'We Built It' Is Getting Old. Also, What Are Romney's Specific Plans?

I love the Republican National Convention's theme "We Built It'. Clearly it was inspired by the slaves who built the White House, right?  That's why I'm so confused about why none of the convention's speakers have referenced the hardworking men and women--Americans who toiled day and night for to build America--who happened to be slaves.

We've heard a lot of 'pull yourself up by your bootstraps' kinds of stories, but not much acknowledgement of the people who pulled themselves time and time again, only to be beaten down and have the boots, the straps, and any tool that could be used to pull stolen.

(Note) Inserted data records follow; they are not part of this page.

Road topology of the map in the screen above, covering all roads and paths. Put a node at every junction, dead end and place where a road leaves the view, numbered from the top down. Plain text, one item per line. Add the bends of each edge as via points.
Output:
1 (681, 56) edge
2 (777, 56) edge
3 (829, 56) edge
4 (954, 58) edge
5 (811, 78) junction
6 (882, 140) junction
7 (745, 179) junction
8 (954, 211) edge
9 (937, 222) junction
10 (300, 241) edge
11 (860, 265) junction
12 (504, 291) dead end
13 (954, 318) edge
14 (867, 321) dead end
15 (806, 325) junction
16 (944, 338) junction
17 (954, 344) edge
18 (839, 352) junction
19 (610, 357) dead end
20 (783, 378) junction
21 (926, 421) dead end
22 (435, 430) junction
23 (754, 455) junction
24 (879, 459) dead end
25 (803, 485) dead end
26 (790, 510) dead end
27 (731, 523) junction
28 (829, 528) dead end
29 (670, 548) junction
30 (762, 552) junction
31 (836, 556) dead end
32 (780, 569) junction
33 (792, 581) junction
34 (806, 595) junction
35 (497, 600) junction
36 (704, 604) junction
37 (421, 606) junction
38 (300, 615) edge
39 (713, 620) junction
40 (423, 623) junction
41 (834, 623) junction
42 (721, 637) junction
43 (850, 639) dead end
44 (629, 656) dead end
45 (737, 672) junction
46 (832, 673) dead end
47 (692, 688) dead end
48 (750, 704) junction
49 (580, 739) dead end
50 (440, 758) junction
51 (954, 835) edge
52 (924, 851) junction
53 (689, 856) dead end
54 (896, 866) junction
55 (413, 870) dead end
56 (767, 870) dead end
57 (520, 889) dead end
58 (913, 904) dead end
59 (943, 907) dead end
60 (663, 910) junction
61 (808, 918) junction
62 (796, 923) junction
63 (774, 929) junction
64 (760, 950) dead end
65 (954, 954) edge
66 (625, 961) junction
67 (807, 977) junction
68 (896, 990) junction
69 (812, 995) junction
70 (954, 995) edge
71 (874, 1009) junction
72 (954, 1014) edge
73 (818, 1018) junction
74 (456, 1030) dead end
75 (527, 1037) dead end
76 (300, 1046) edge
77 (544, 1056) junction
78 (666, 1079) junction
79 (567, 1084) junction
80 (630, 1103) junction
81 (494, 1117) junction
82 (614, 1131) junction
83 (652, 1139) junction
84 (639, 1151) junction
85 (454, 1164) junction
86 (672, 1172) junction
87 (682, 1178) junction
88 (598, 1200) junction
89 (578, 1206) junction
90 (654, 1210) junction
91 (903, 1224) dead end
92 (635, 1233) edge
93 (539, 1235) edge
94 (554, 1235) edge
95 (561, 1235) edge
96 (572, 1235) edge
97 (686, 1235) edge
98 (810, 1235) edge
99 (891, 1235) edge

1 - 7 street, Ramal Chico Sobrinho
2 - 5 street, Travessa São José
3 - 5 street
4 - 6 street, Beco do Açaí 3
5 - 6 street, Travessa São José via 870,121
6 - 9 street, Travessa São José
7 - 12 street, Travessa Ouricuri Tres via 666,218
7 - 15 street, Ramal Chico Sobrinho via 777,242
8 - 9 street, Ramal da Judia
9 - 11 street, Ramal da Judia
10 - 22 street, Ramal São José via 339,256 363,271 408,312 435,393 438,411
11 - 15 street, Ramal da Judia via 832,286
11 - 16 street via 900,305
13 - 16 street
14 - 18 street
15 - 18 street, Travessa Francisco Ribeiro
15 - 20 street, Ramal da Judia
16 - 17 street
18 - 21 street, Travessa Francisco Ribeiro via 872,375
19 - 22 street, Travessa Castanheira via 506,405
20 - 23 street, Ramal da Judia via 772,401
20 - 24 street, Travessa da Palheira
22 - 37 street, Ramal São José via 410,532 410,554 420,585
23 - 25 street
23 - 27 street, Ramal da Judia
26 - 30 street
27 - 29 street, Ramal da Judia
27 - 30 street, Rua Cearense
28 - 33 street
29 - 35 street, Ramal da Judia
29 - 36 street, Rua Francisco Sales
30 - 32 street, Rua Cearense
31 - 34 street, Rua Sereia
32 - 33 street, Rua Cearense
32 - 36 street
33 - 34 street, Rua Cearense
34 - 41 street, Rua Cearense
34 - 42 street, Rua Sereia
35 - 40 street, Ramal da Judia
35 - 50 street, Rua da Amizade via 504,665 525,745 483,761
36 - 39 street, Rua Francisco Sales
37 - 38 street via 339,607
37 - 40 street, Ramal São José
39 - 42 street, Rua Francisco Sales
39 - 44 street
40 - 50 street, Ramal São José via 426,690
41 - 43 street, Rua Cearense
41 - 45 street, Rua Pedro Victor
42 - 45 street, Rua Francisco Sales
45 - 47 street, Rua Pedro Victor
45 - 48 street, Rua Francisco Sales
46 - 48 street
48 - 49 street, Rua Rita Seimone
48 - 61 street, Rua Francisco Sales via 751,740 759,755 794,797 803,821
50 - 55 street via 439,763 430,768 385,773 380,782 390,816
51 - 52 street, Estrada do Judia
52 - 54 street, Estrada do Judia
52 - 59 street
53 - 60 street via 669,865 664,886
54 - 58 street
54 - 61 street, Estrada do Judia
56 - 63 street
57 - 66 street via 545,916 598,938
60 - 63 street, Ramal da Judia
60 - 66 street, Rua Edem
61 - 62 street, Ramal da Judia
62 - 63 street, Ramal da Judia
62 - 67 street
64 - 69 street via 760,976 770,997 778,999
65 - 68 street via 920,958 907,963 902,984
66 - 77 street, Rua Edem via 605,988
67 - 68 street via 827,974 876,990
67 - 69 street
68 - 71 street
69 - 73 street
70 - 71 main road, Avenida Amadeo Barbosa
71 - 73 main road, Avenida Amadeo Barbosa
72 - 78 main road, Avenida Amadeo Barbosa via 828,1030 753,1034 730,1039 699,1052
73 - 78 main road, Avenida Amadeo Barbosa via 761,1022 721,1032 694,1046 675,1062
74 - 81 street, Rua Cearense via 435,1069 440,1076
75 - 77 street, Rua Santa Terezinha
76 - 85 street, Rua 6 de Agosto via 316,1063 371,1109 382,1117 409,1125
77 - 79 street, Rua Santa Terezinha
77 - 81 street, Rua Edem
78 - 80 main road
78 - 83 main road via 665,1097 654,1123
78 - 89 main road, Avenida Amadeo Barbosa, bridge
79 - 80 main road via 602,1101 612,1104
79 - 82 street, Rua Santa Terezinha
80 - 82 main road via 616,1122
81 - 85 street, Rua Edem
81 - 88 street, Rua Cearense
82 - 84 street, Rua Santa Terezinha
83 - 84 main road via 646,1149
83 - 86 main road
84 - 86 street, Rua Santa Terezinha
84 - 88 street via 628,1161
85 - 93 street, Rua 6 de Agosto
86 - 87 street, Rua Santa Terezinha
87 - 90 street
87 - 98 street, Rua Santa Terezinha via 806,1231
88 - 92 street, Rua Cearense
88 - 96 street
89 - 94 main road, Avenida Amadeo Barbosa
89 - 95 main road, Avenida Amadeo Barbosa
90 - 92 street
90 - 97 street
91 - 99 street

You know what else is odd? After night two of the Republican National Convention I still don't have a clue what Mitt Romney's specific plans for improving America actually are. However, I did hear plenty of bizarre lies coming from the stage. Thanks to the information age it's not hard to independently fact check the whoppers these folks are telling. Also, have they forgotten about the Ten Commandments? I was half expecting a lighting bolt to come through and strike Paul Ryan.

Heck, maybe the truth really doesn't matter to them anymore. As long as attendees feel like they have a safe space to throw peanuts at a black CNN camerawoman while saying, "This is how we feed animals," it's all good. Hmm...maybe they threw peanuts at her because she pointed out that her ancestors actually DID build something.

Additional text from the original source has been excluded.